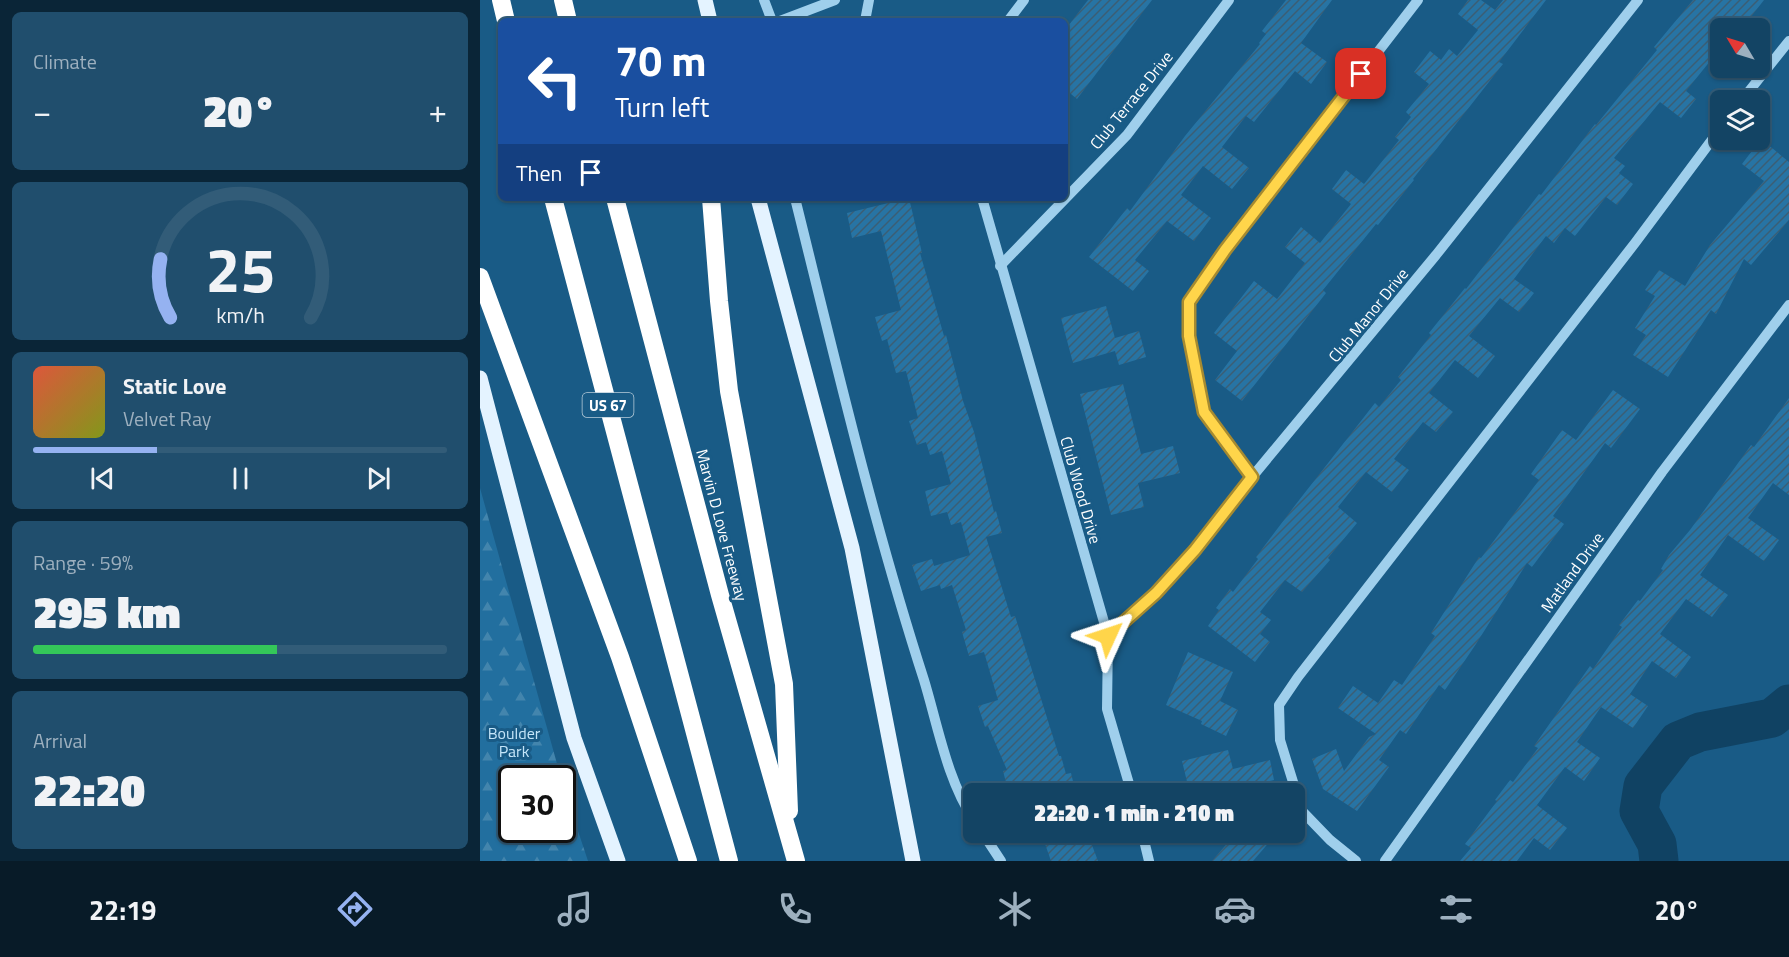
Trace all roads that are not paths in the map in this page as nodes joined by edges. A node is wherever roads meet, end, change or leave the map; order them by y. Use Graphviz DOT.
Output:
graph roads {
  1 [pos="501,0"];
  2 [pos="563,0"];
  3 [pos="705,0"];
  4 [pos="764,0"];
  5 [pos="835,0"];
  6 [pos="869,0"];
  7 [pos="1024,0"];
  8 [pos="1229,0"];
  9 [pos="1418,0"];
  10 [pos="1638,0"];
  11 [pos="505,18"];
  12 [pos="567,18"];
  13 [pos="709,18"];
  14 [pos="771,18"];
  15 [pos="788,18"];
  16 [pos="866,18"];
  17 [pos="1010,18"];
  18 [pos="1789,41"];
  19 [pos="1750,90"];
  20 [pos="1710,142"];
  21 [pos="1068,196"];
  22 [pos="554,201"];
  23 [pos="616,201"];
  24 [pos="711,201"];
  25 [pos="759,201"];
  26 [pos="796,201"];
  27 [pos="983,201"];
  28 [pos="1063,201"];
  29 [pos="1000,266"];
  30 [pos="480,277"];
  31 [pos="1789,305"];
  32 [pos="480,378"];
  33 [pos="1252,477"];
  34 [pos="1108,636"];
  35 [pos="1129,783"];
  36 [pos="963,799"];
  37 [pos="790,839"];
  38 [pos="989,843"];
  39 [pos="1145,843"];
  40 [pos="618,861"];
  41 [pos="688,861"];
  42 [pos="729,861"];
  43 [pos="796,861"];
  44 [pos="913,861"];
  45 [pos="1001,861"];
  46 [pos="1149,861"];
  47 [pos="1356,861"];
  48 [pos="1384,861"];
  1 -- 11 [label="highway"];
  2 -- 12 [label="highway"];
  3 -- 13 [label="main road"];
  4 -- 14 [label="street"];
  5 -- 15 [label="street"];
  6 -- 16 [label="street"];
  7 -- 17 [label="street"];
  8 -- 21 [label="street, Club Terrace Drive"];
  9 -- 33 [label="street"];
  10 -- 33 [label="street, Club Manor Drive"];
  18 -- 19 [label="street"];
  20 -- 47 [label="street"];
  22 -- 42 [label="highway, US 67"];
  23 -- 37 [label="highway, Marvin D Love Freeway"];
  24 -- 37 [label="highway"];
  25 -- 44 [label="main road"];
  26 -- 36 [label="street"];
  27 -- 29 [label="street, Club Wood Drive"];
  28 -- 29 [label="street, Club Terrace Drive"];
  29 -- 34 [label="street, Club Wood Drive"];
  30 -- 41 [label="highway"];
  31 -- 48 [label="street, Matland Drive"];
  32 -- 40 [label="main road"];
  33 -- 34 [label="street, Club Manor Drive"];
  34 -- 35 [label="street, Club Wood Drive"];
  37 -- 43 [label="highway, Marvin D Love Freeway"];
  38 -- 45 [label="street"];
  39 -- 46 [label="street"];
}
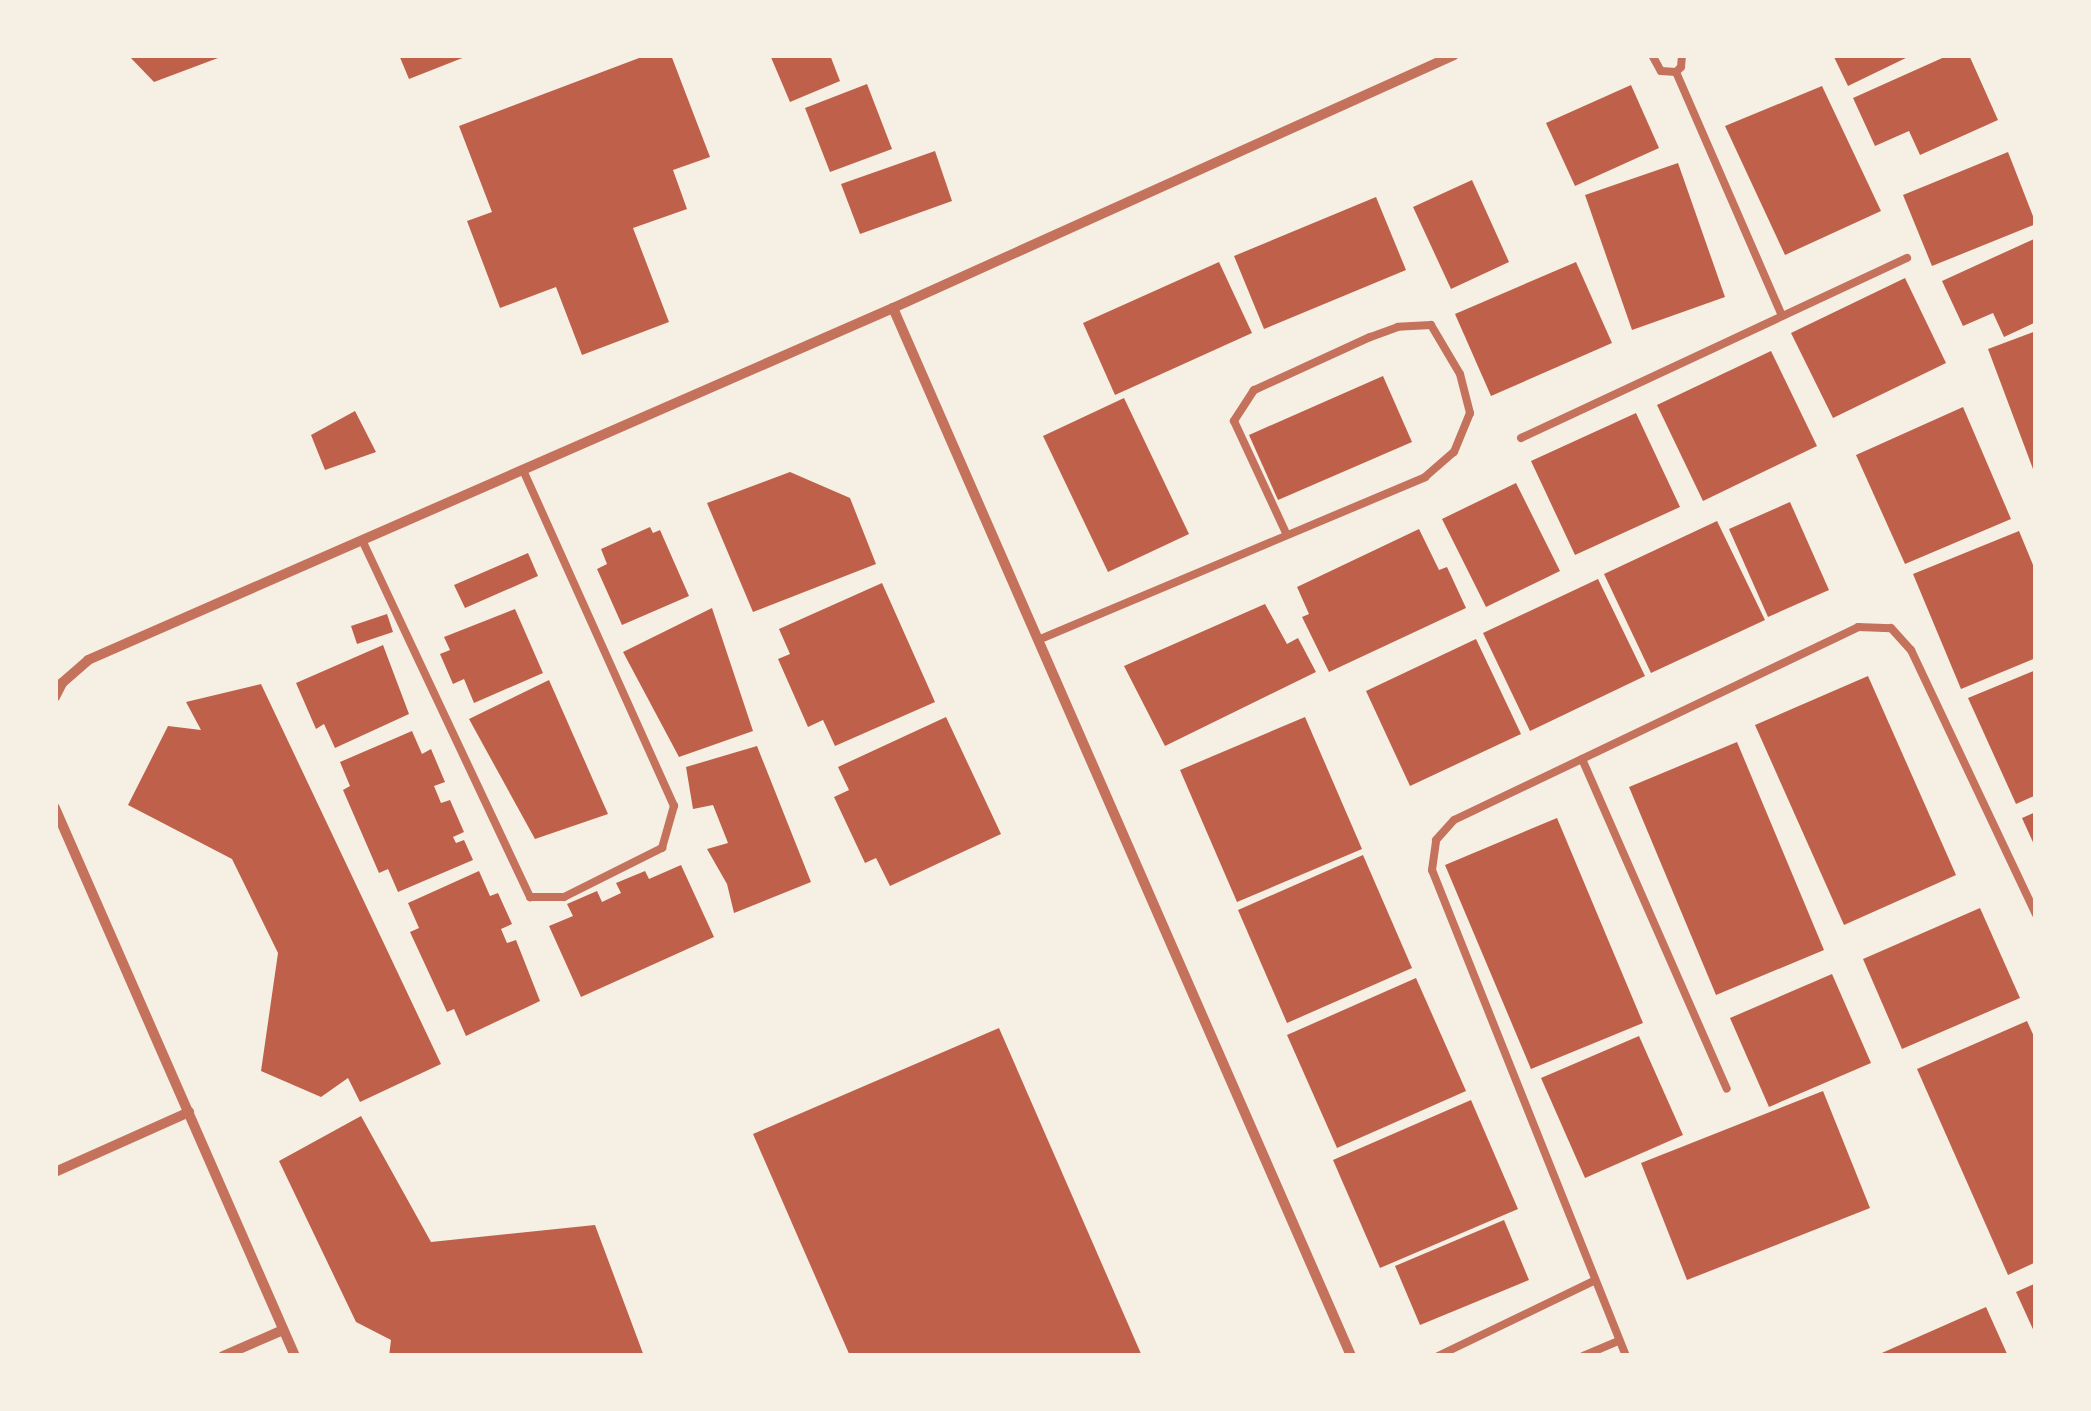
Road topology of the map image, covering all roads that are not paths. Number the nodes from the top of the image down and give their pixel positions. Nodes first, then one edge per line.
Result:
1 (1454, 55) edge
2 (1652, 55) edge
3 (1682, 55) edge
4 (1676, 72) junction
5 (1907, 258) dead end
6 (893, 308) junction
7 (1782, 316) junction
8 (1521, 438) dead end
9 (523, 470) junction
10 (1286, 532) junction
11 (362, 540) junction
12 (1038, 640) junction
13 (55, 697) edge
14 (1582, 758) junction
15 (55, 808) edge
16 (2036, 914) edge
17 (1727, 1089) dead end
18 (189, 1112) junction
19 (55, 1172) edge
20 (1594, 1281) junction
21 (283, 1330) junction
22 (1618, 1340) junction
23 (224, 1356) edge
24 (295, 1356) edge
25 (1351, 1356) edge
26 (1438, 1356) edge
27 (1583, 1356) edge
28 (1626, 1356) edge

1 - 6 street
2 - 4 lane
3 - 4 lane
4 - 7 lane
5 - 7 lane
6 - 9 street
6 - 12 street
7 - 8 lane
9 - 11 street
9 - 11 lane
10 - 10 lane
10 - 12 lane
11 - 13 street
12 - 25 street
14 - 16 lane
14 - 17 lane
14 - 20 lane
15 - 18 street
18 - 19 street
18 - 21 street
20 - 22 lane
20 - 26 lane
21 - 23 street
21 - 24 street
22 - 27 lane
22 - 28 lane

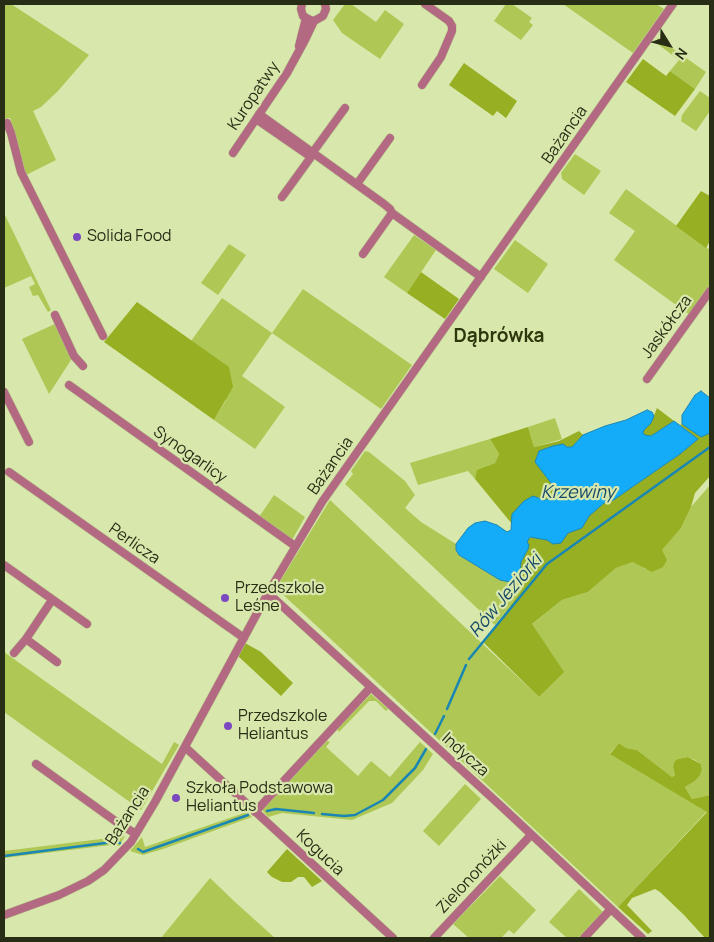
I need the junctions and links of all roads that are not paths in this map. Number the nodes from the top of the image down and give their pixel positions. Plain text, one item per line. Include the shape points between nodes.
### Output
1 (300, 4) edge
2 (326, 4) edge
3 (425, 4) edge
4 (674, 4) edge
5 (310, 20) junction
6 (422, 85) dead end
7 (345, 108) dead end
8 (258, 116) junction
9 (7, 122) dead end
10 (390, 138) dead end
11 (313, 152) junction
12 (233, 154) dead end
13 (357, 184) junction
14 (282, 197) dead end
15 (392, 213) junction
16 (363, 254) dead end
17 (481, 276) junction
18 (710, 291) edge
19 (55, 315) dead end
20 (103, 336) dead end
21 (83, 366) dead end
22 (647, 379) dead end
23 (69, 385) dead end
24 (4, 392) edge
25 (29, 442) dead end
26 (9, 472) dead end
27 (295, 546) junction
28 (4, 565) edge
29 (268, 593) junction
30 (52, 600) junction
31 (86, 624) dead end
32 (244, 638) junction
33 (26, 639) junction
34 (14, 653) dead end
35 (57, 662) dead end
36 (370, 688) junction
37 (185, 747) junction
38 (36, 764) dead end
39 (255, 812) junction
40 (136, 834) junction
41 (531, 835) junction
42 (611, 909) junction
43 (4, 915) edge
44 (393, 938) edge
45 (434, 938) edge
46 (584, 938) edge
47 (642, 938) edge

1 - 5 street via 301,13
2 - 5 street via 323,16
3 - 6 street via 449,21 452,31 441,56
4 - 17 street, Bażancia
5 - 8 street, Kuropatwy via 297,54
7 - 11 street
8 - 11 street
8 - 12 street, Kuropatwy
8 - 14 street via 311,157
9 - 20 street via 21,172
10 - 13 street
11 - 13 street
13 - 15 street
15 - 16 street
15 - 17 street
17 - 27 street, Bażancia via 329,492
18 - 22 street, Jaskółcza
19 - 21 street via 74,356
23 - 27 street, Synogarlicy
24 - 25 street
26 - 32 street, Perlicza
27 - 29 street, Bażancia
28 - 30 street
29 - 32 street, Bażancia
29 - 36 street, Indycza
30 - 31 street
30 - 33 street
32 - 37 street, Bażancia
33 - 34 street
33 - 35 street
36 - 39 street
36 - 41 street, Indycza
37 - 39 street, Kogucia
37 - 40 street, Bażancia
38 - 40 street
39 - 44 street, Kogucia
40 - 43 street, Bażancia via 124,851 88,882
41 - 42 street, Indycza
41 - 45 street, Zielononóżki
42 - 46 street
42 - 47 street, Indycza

------------------------------------------------

Say how many lines in the entries above contain the string "their", offering no other words.

### Result of this task
2